What to do —
Print the data once more, exactly as given. Drop the pictures.

Items from a data source

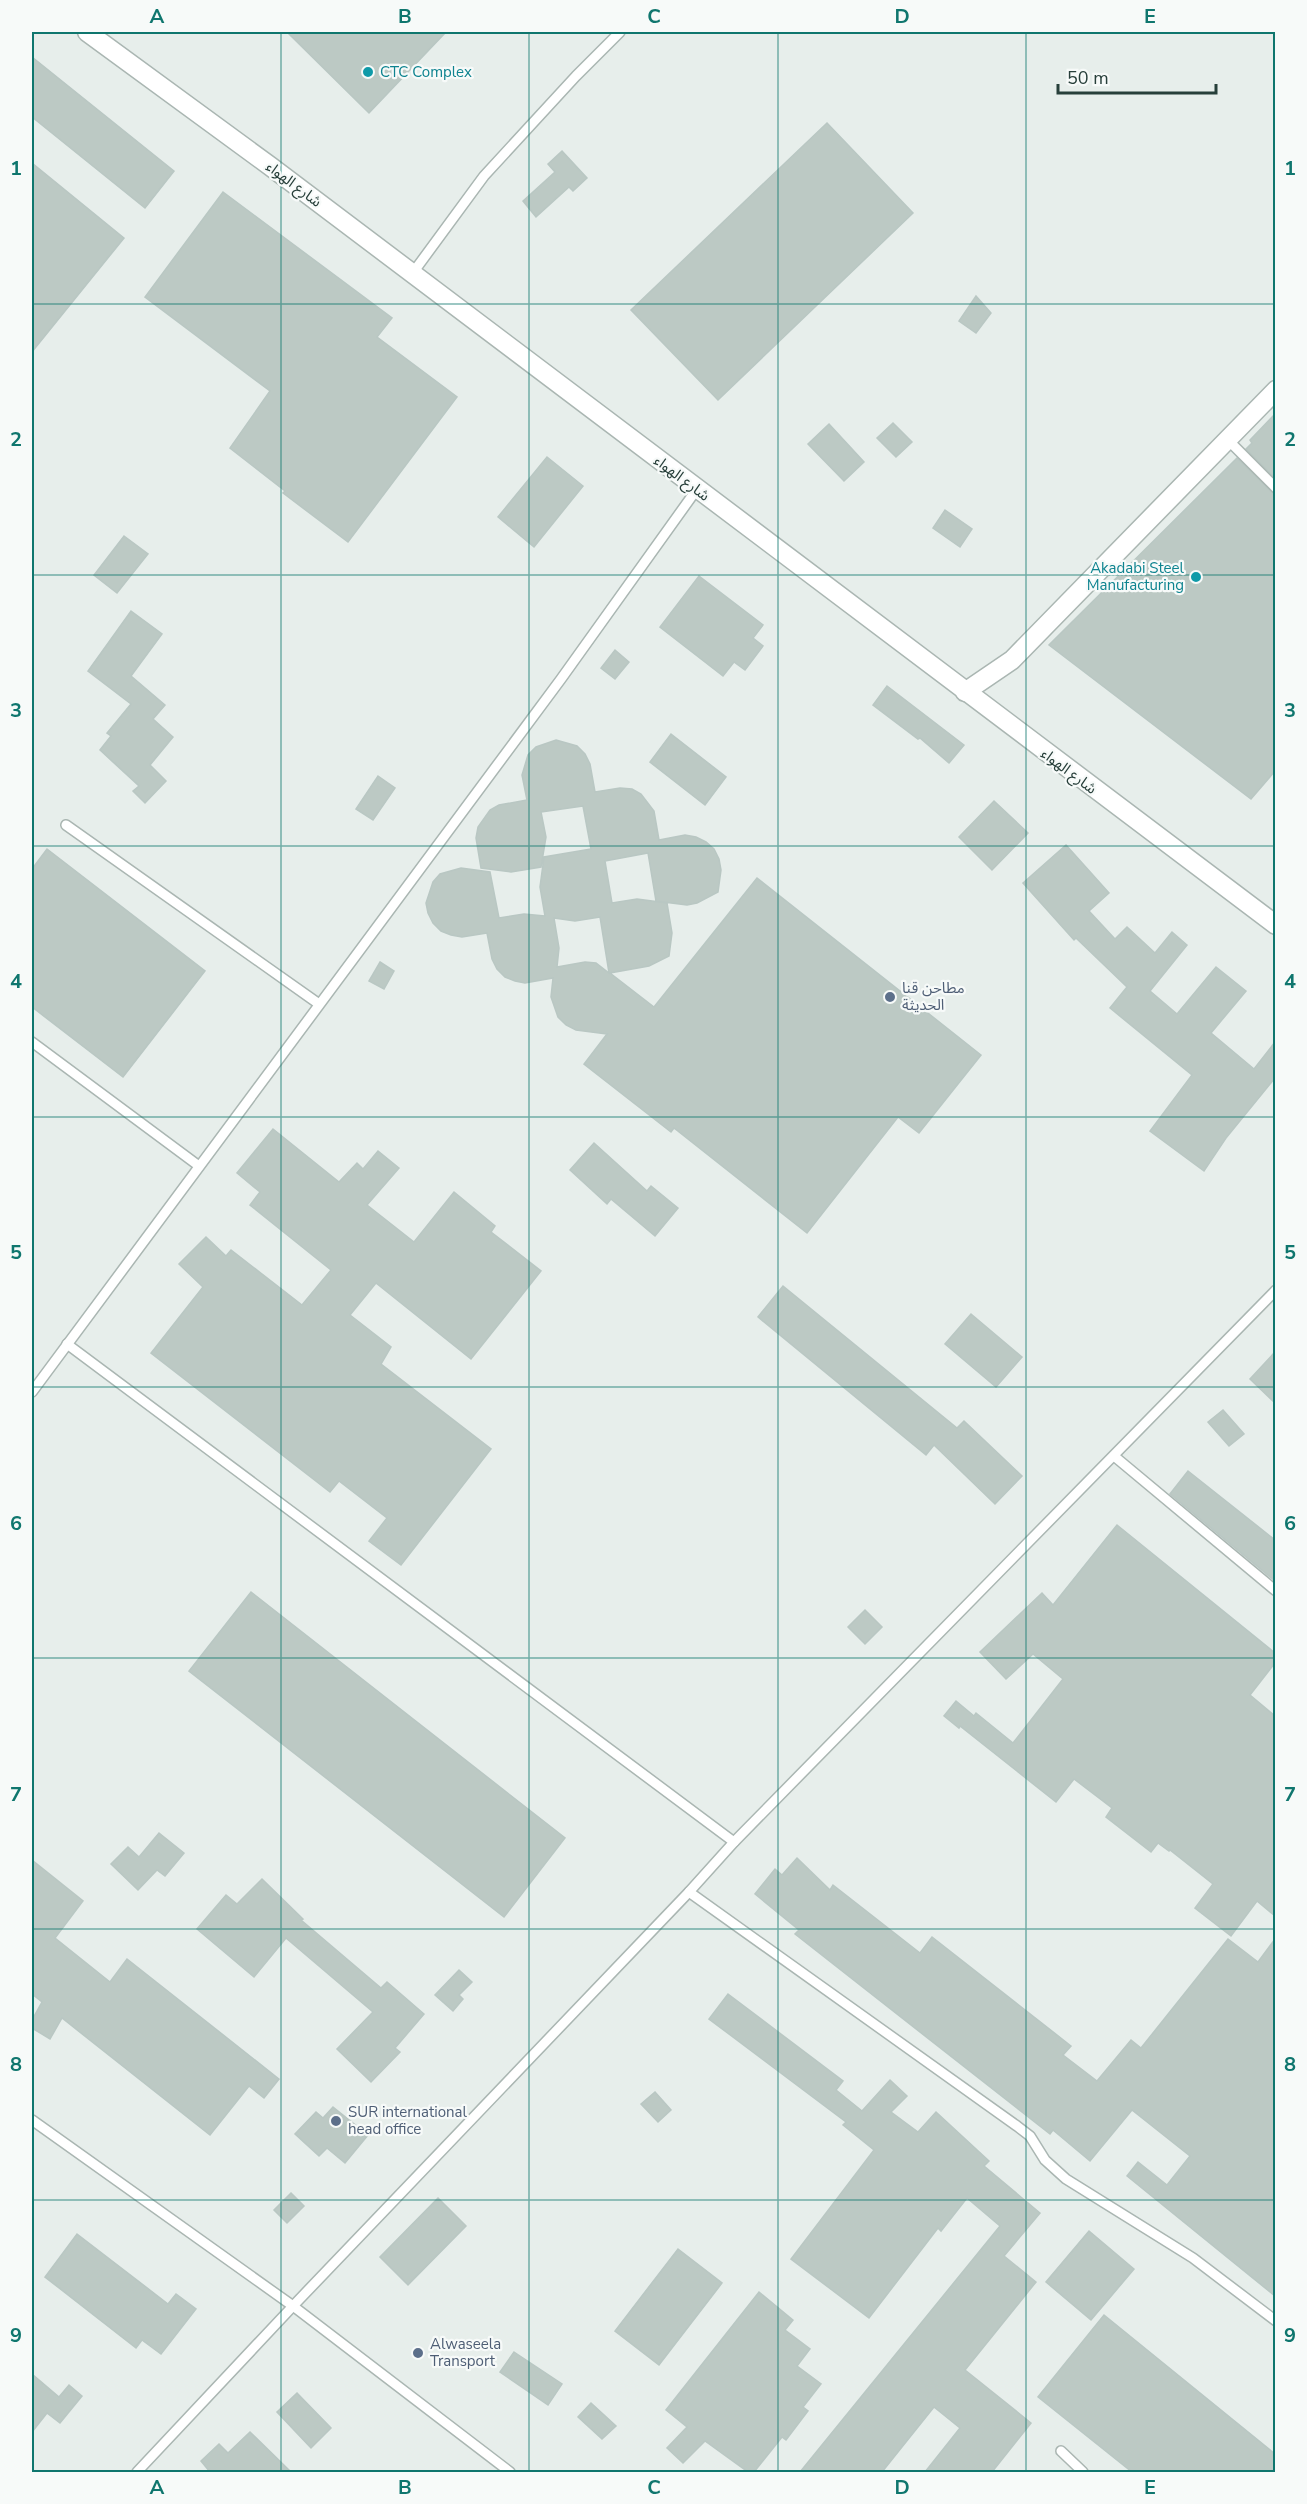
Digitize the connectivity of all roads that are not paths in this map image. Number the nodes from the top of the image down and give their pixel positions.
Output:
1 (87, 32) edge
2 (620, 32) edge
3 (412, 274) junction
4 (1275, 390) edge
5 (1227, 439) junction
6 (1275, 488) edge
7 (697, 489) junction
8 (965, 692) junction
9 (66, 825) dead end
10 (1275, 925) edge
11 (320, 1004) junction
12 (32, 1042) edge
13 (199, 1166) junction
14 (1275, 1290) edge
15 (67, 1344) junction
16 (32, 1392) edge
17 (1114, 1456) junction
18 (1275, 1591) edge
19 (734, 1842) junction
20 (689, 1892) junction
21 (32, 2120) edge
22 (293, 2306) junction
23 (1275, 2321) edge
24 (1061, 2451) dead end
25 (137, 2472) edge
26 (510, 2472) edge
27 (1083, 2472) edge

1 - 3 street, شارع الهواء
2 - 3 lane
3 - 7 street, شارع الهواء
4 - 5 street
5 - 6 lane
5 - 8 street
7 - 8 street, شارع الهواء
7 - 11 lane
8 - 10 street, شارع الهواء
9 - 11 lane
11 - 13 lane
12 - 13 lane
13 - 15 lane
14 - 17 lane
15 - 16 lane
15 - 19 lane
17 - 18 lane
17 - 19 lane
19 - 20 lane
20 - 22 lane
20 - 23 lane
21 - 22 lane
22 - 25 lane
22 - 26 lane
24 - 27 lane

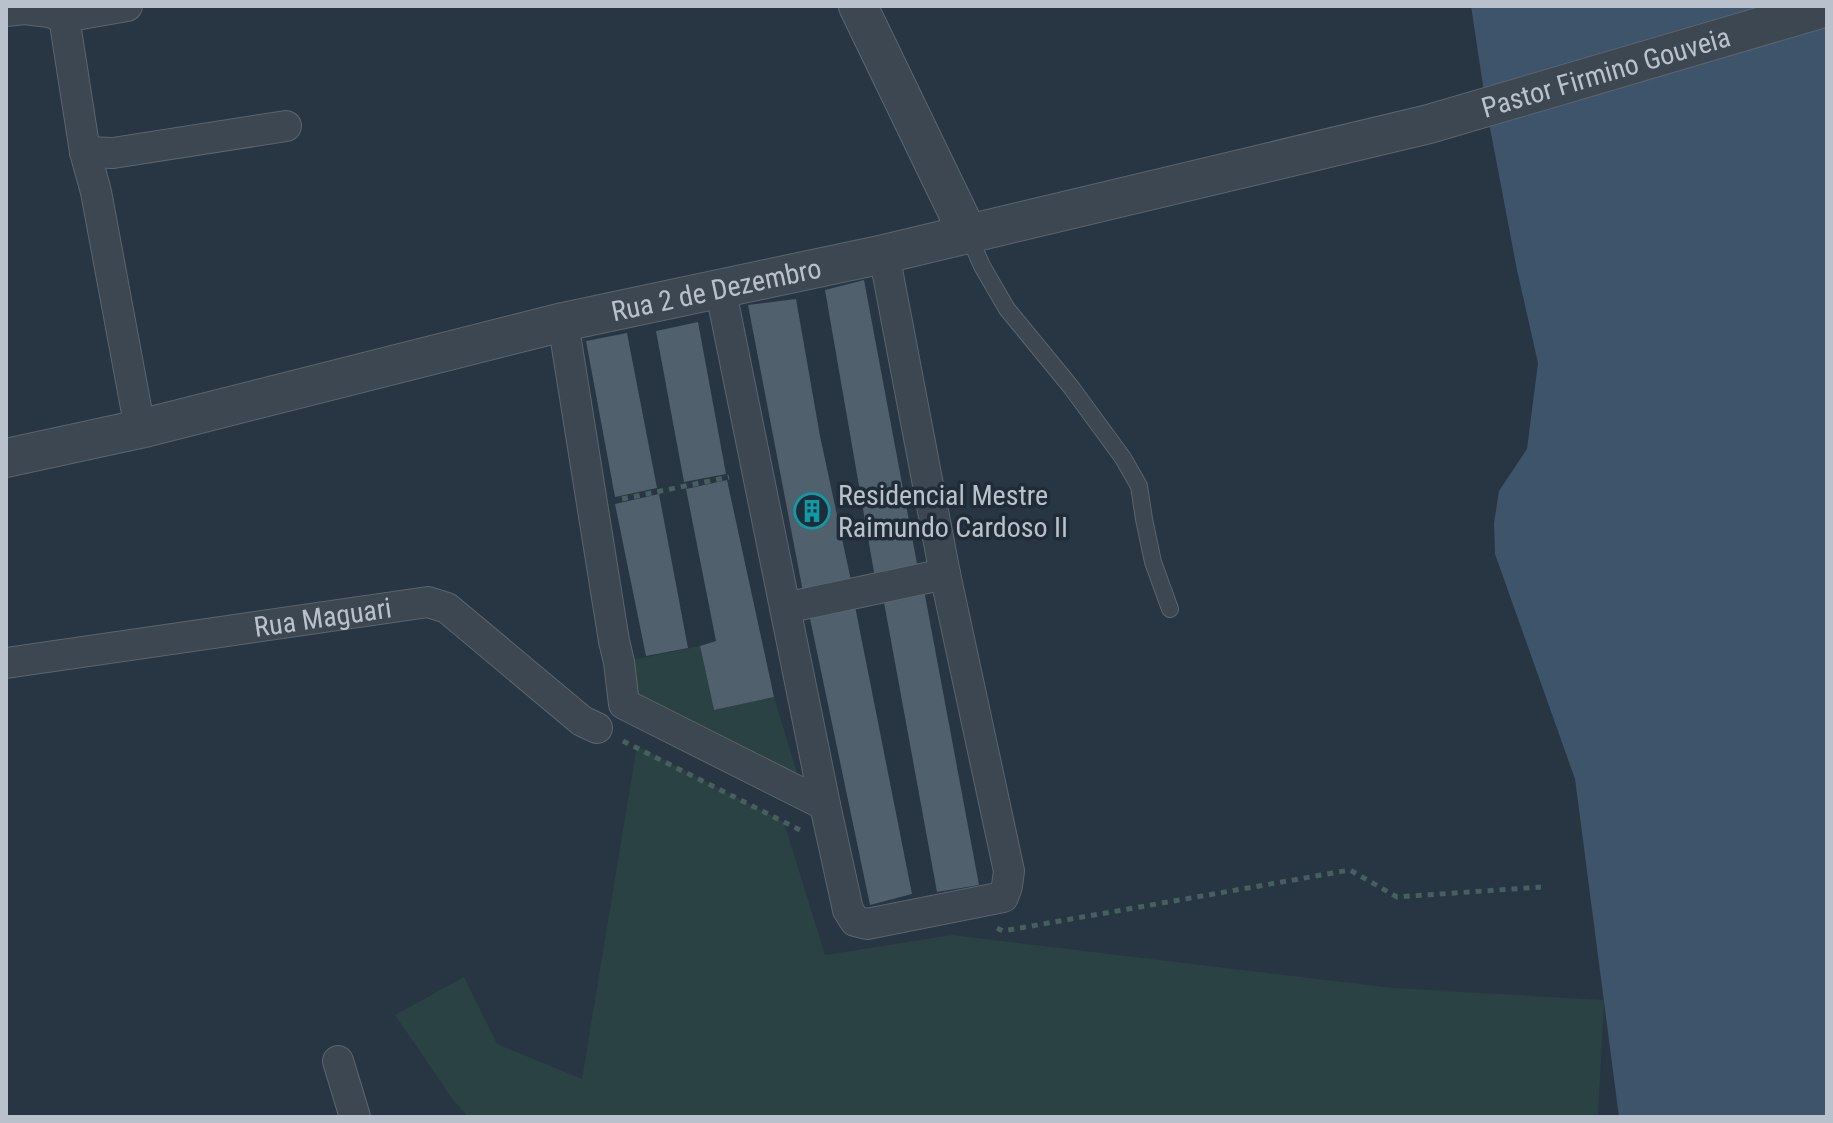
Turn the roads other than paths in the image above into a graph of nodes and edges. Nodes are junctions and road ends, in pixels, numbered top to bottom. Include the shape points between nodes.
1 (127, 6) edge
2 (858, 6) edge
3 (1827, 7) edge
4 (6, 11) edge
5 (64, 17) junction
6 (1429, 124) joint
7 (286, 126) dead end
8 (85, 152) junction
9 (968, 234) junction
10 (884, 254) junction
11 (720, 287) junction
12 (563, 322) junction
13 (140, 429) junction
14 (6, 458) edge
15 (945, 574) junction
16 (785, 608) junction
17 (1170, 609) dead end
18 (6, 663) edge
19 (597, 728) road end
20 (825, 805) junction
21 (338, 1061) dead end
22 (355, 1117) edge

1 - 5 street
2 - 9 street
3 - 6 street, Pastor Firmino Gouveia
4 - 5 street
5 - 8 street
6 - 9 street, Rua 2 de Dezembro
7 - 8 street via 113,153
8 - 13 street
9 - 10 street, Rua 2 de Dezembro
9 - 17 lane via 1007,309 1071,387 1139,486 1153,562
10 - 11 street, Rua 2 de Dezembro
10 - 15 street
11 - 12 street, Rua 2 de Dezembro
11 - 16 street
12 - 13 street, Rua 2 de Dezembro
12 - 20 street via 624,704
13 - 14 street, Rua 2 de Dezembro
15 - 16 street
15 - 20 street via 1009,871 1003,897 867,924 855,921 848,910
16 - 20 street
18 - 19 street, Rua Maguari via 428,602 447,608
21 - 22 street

Finished task —
Digitize the connectivity of all roads that are not paths in this map image. Number the nodes from the top of the image down and give their pixel positions.
Output:
1 (87, 32) edge
2 (620, 32) edge
3 (412, 274) junction
4 (1275, 390) edge
5 (1227, 439) junction
6 (1275, 488) edge
7 (697, 489) junction
8 (965, 692) junction
9 (66, 825) dead end
10 (1275, 925) edge
11 (320, 1004) junction
12 (32, 1042) edge
13 (199, 1166) junction
14 (1275, 1290) edge
15 (67, 1344) junction
16 (32, 1392) edge
17 (1114, 1456) junction
18 (1275, 1591) edge
19 (734, 1842) junction
20 (689, 1892) junction
21 (32, 2120) edge
22 (293, 2306) junction
23 (1275, 2321) edge
24 (1061, 2451) dead end
25 (137, 2472) edge
26 (510, 2472) edge
27 (1083, 2472) edge

1 - 3 street, شارع الهواء
2 - 3 lane
3 - 7 street, شارع الهواء
4 - 5 street
5 - 6 lane
5 - 8 street
7 - 8 street, شارع الهواء
7 - 11 lane
8 - 10 street, شارع الهواء
9 - 11 lane
11 - 13 lane
12 - 13 lane
13 - 15 lane
14 - 17 lane
15 - 16 lane
15 - 19 lane
17 - 18 lane
17 - 19 lane
19 - 20 lane
20 - 22 lane
20 - 23 lane
21 - 22 lane
22 - 25 lane
22 - 26 lane
24 - 27 lane

Turn the roads other than paths in the image above into a graph of nodes and edges. Nodes are junctions and road ends, in pixels, numbered top to bottom. Include the shape points between nodes.
1 (127, 6) edge
2 (858, 6) edge
3 (1827, 7) edge
4 (6, 11) edge
5 (64, 17) junction
6 (1429, 124) joint
7 (286, 126) dead end
8 (85, 152) junction
9 (968, 234) junction
10 (884, 254) junction
11 (720, 287) junction
12 (563, 322) junction
13 (140, 429) junction
14 (6, 458) edge
15 (945, 574) junction
16 (785, 608) junction
17 (1170, 609) dead end
18 (6, 663) edge
19 (597, 728) road end
20 (825, 805) junction
21 (338, 1061) dead end
22 (355, 1117) edge

1 - 5 street
2 - 9 street
3 - 6 street, Pastor Firmino Gouveia
4 - 5 street
5 - 8 street
6 - 9 street, Rua 2 de Dezembro
7 - 8 street via 113,153
8 - 13 street
9 - 10 street, Rua 2 de Dezembro
9 - 17 lane via 1007,309 1071,387 1139,486 1153,562
10 - 11 street, Rua 2 de Dezembro
10 - 15 street
11 - 12 street, Rua 2 de Dezembro
11 - 16 street
12 - 13 street, Rua 2 de Dezembro
12 - 20 street via 624,704
13 - 14 street, Rua 2 de Dezembro
15 - 16 street
15 - 20 street via 1009,871 1003,897 867,924 855,921 848,910
16 - 20 street
18 - 19 street, Rua Maguari via 428,602 447,608
21 - 22 street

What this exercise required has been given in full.